*WORK REQUEST:* Return all of the records exactly.

*Data records:*
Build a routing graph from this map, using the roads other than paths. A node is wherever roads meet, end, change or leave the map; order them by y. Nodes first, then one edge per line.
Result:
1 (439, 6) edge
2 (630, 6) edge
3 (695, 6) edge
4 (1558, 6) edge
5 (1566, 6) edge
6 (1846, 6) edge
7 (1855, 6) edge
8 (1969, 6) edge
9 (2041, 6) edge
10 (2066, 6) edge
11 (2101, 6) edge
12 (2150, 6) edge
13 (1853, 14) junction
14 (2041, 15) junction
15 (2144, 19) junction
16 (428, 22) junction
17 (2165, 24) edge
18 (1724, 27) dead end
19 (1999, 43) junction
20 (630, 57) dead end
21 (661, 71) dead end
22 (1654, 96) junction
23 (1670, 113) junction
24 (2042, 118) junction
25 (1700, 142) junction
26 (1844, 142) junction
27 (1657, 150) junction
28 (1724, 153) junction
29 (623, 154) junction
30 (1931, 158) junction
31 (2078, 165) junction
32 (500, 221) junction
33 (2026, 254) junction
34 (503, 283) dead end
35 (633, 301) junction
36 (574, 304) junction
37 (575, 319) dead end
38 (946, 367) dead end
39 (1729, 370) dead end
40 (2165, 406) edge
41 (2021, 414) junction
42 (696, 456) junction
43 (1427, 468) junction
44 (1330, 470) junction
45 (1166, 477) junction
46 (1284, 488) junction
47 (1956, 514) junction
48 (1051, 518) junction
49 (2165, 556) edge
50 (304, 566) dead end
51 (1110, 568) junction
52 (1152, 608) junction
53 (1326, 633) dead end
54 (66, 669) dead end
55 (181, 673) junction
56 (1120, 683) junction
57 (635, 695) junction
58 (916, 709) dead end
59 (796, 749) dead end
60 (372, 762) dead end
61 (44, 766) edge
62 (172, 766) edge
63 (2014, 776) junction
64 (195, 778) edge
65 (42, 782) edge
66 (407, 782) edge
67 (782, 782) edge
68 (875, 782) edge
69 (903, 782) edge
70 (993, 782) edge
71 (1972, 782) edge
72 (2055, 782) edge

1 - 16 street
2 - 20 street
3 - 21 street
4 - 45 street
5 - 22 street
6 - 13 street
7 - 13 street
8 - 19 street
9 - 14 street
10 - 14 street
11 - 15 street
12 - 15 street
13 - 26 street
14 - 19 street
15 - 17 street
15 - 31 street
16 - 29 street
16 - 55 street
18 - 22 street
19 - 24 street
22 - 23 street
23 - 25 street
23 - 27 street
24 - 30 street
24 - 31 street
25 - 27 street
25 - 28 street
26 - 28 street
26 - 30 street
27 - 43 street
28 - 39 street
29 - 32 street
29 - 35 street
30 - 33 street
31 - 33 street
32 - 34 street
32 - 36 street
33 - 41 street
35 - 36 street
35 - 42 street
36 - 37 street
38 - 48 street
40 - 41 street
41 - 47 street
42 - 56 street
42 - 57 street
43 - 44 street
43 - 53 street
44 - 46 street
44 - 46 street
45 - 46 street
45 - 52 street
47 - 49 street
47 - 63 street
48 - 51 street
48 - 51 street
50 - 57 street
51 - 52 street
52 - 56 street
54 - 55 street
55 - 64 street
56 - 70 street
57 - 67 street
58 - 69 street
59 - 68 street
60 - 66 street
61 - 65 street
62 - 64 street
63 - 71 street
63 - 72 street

*YOUR SOLUTION:*
Build a routing graph from this map, using the roads other than paths. A node is wherever roads meet, end, change or leave the map; order them by y. Nodes first, then one edge per line.
Result:
1 (439, 6) edge
2 (630, 6) edge
3 (695, 6) edge
4 (1558, 6) edge
5 (1566, 6) edge
6 (1846, 6) edge
7 (1855, 6) edge
8 (1969, 6) edge
9 (2041, 6) edge
10 (2066, 6) edge
11 (2101, 6) edge
12 (2150, 6) edge
13 (1853, 14) junction
14 (2041, 15) junction
15 (2144, 19) junction
16 (428, 22) junction
17 (2165, 24) edge
18 (1724, 27) dead end
19 (1999, 43) junction
20 (630, 57) dead end
21 (661, 71) dead end
22 (1654, 96) junction
23 (1670, 113) junction
24 (2042, 118) junction
25 (1700, 142) junction
26 (1844, 142) junction
27 (1657, 150) junction
28 (1724, 153) junction
29 (623, 154) junction
30 (1931, 158) junction
31 (2078, 165) junction
32 (500, 221) junction
33 (2026, 254) junction
34 (503, 283) dead end
35 (633, 301) junction
36 (574, 304) junction
37 (575, 319) dead end
38 (946, 367) dead end
39 (1729, 370) dead end
40 (2165, 406) edge
41 (2021, 414) junction
42 (696, 456) junction
43 (1427, 468) junction
44 (1330, 470) junction
45 (1166, 477) junction
46 (1284, 488) junction
47 (1956, 514) junction
48 (1051, 518) junction
49 (2165, 556) edge
50 (304, 566) dead end
51 (1110, 568) junction
52 (1152, 608) junction
53 (1326, 633) dead end
54 (66, 669) dead end
55 (181, 673) junction
56 (1120, 683) junction
57 (635, 695) junction
58 (916, 709) dead end
59 (796, 749) dead end
60 (372, 762) dead end
61 (44, 766) edge
62 (172, 766) edge
63 (2014, 776) junction
64 (195, 778) edge
65 (42, 782) edge
66 (407, 782) edge
67 (782, 782) edge
68 (875, 782) edge
69 (903, 782) edge
70 (993, 782) edge
71 (1972, 782) edge
72 (2055, 782) edge

1 - 16 street
2 - 20 street
3 - 21 street
4 - 45 street
5 - 22 street
6 - 13 street
7 - 13 street
8 - 19 street
9 - 14 street
10 - 14 street
11 - 15 street
12 - 15 street
13 - 26 street
14 - 19 street
15 - 17 street
15 - 31 street
16 - 29 street
16 - 55 street
18 - 22 street
19 - 24 street
22 - 23 street
23 - 25 street
23 - 27 street
24 - 30 street
24 - 31 street
25 - 27 street
25 - 28 street
26 - 28 street
26 - 30 street
27 - 43 street
28 - 39 street
29 - 32 street
29 - 35 street
30 - 33 street
31 - 33 street
32 - 34 street
32 - 36 street
33 - 41 street
35 - 36 street
35 - 42 street
36 - 37 street
38 - 48 street
40 - 41 street
41 - 47 street
42 - 56 street
42 - 57 street
43 - 44 street
43 - 53 street
44 - 46 street
44 - 46 street
45 - 46 street
45 - 52 street
47 - 49 street
47 - 63 street
48 - 51 street
48 - 51 street
50 - 57 street
51 - 52 street
52 - 56 street
54 - 55 street
55 - 64 street
56 - 70 street
57 - 67 street
58 - 69 street
59 - 68 street
60 - 66 street
61 - 65 street
62 - 64 street
63 - 71 street
63 - 72 street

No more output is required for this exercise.